In my last post I mentioned that there were signs of a potential short term bottom in place. More of those signs came on Friday, at least as far as I am concerned. While I also mentioned that I didn't plan to recommend many bullish trades in this downtrend, I think now may be a good opportunity to get a bit aggressive. I have ignored the last 3 or 4 oversold readings in the short term indicator, but this one looks better.
Both NYSE and Nasdaq had very heavy volume today. Volume was heavier in the Nasdaq than at the March bottom and only a bit lower than a few days in January and last August which were very high fear sell offs. Also the volume on DXD, which is the 2X inverse fund of the Dow/DIA, spiked to its highest level since the inception of the fund. I believe these are indications of a short term climax bottom.

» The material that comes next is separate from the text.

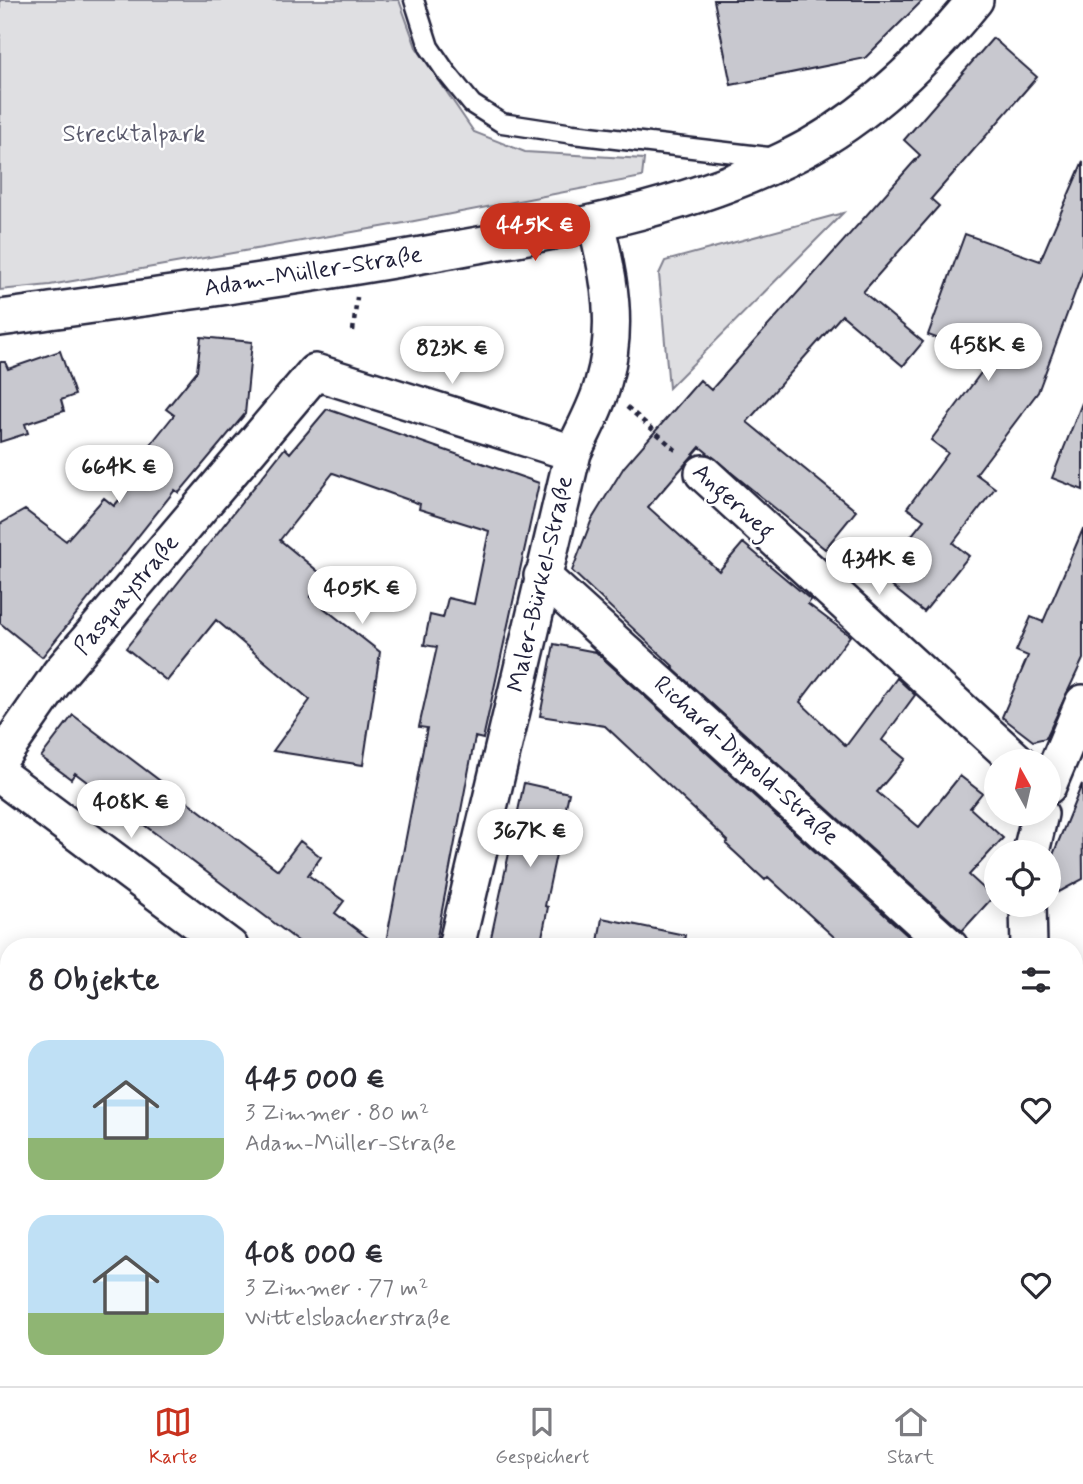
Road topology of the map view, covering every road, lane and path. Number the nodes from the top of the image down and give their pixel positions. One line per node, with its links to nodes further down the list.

The Nasdaq and QQQQ ETF nearly completely filled a large open gap up from April that I had mentioned a couple months back. Then price reversed intraday to close near the open to form a hammer/doji candle stick. These three factors (gap retracement, high volume, reversal candle) create what I think is a good bullish set-up.
I suggest purchasing QLD on Monday at a limit price of 75.50. While I haven't suggested specific stops on past trades I would definitely place one on this trade. 71.00 may be a good stop level that could allow a little more downside but keeps the risk within reason.
Also, move the stop on SRS up to 92.00.